There might be positives to dealing with a landlord of that size as well, however. Edwards notes that leasing and management representatives from large REITs tend to be more professional during negotiations and make the tenants aware of their deal conditions from the get-go, speeding up the leasing process. Plus, a landlord that owns several high-quality malls in the same market might offer retailers more choices when they are looking at new locations, adds Greg Maloney, CEO and president of Jones Lang LaSalle Retail, an Atlanta-based third party property manager.

Of course, at this point, a deal between Simon and General Growth is far from certain. Many in the industry believe Monday’s offer reflects an opening price and there will likely be several rounds of offers and counter-offers from rival bidders before any kind of a resolution is reached. For example, Robert McMillan, REIT analyst with New York City-based Standard & Poor’s Equity Research, would not discuss whether the current bid reflects the fair value of General Growth, but noted that “Simon is making an offer that I think is in their best interest, that’s hopefully, accretive to their shareholders.”

Tuesday night, General Growth responded to Simon with a letter of its own. (see response) The letter explained that General Growth is still exploring its options in maximizing value from shareholders.

According to the letter, General Growth is "about to commence a process to explore several potential options for the Company’s emergence from Chapter 11, including a sale of the entire Company." It plans to finalize the information memorandum and to send materials to participants in the process by the beginning of March.

Maloney declined to discuss the pricing as well, but pointed out that in most transactions of this kind, it usually takes weeks or months to get everyone to agree on the particulars.

“It looks like a pretty fair offer from our perspective, but I guess General Growth is going to try and continue with their process and see what other opportunities they have available,” says Todd Lukasik, an analyst with Morningstar.

The $10 billion offer--which works out to be $7 billion to pay down creditors and $3 billion for shareholders--values General Growth at about $9 per share. That's less than where the firm's stock is trading on over-the-counter markets. Furthermore, William Ackman, founder and CEO of hedge fund Pershing Square Capital Management, controls about 25 percent of General Growth's stock and sits on the company’s board. In December, Ackman argued that General Growth should be valued at between $24 per share and $43 per share.

Besides Simon, one obvious contender for General Growth would be Brookfield Asset Management Inc., which owns approximately $1 billion of the REIT’s unsecured debt. Canada-based Brookfield has long made known its desire to enter the U.S. mall market and might be in a stronger financial position for an acquisition of that size, according to Todd Sullivan, a Massachusetts-based investor and author of the Value Plays blog.
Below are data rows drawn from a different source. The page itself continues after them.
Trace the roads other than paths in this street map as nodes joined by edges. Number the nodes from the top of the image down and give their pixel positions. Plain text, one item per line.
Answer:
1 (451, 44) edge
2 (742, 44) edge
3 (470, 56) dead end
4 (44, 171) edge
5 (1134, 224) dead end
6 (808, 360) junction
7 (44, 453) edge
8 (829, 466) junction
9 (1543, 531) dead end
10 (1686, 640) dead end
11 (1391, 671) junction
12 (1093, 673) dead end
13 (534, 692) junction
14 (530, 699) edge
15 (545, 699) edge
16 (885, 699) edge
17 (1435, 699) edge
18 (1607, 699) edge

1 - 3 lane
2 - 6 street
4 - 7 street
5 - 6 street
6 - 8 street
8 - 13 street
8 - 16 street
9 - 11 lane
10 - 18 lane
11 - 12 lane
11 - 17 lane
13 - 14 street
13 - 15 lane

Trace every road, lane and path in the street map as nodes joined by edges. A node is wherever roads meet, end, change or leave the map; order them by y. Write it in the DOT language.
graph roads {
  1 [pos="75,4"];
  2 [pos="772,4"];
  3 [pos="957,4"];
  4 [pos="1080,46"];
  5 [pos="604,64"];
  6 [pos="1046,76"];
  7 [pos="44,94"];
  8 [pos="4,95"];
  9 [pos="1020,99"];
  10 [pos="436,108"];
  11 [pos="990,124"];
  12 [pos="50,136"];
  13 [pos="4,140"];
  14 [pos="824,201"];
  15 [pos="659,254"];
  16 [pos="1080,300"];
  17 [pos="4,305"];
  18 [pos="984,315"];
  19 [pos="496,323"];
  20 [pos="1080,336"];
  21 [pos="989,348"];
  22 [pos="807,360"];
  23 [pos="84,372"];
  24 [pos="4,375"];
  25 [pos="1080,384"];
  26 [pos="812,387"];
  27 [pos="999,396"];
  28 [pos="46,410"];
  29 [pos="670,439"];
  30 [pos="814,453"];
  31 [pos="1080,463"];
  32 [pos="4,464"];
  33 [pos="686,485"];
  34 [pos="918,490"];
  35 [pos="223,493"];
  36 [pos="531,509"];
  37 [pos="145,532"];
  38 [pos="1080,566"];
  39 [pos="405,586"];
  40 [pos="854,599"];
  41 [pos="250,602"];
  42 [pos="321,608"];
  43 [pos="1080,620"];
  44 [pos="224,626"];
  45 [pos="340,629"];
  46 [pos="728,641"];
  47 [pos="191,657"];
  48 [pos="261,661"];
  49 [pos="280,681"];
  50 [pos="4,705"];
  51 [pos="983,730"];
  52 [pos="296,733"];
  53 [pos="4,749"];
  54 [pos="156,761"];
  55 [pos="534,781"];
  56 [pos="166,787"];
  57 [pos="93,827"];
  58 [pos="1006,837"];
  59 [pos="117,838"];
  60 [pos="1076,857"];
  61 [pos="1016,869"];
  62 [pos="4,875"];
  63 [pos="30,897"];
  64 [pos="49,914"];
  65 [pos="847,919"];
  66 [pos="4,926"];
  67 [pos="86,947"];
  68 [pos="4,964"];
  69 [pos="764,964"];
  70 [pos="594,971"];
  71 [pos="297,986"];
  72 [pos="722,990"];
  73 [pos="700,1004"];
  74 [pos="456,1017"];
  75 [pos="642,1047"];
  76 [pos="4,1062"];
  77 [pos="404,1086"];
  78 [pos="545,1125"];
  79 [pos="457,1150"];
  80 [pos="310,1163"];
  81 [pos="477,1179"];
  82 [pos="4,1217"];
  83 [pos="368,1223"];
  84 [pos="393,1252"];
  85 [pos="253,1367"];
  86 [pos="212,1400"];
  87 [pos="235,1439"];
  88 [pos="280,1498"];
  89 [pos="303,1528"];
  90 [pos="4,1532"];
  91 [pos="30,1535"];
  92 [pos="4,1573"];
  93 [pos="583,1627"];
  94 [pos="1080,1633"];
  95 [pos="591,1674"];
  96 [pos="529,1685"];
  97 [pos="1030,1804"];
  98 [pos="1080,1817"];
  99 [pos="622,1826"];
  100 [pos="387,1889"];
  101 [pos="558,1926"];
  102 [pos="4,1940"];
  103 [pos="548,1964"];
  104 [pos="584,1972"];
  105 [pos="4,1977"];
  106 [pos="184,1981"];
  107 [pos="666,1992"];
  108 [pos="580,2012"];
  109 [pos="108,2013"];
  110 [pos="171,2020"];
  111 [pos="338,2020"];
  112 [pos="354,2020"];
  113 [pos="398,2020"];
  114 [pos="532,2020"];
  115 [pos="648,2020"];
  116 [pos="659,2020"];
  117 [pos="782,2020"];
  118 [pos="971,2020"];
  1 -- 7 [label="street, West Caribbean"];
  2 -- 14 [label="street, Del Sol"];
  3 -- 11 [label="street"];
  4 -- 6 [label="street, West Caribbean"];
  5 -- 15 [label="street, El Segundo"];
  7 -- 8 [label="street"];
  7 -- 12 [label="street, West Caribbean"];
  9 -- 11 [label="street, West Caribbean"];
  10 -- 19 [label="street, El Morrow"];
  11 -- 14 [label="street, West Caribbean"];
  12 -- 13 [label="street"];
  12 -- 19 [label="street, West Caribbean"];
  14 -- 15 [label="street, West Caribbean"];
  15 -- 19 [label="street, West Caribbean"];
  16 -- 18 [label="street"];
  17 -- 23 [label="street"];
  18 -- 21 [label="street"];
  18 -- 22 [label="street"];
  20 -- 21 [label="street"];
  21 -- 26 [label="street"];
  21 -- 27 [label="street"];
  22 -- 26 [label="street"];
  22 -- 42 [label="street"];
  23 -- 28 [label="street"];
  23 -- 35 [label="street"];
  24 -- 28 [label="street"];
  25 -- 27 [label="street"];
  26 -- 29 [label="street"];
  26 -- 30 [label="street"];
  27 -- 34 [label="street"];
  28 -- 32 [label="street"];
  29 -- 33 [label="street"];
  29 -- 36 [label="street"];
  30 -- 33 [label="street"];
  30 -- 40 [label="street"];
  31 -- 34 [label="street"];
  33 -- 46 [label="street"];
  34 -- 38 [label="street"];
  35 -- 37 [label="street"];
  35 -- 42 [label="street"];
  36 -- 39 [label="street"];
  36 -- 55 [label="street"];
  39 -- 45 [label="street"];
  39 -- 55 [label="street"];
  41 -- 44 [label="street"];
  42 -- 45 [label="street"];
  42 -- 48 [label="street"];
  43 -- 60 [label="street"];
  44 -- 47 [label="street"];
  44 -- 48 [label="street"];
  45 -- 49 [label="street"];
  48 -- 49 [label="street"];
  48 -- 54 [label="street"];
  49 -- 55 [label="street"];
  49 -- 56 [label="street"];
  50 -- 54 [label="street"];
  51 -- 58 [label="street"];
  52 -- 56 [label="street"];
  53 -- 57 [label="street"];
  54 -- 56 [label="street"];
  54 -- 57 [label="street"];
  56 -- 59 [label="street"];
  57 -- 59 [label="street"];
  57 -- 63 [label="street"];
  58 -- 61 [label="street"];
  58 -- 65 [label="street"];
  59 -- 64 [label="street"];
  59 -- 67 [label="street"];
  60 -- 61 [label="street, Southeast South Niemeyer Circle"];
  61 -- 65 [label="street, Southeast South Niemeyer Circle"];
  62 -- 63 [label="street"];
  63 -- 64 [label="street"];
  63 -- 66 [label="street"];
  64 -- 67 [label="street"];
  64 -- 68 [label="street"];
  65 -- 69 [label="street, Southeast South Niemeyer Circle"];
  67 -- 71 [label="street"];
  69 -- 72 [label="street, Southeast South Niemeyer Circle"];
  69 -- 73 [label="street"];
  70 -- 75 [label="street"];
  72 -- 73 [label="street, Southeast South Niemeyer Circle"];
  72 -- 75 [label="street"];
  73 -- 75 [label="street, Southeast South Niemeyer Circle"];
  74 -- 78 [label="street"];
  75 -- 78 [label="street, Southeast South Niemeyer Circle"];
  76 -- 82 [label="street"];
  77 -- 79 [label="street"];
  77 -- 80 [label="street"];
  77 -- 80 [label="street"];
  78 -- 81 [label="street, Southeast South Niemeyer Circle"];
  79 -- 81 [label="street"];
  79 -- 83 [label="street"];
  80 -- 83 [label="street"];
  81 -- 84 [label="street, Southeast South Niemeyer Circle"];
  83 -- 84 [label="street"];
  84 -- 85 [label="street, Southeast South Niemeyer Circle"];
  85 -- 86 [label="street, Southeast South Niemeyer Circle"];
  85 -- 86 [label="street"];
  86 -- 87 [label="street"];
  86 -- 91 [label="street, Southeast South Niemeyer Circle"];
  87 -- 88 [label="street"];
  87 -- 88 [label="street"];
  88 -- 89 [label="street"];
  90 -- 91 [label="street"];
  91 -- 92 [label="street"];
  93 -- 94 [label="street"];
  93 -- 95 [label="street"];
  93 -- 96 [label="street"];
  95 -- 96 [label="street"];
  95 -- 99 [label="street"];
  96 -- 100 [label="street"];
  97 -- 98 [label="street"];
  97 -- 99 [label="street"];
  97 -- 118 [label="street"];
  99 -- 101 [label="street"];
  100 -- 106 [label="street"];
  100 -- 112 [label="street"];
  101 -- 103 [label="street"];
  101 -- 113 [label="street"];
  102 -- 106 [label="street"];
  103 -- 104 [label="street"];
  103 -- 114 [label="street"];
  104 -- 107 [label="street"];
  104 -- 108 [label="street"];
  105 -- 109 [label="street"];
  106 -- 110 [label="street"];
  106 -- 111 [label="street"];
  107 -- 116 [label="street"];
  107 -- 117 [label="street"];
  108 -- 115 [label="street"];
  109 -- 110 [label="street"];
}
In fact, on Tuesday, credit agency Moody’s Investors Service placed Simon’s debt rating under review, as the agency worries the REIT’s financial standing could suffer from the high leverage and secured debt associated with the General Growth portfolio.

Still, “General Growth has some pretty good assets, anchored by long-term leases that produce pretty stable cash flow,” says McMillan. “So it’s not like [acquisitions made] in the boom years.”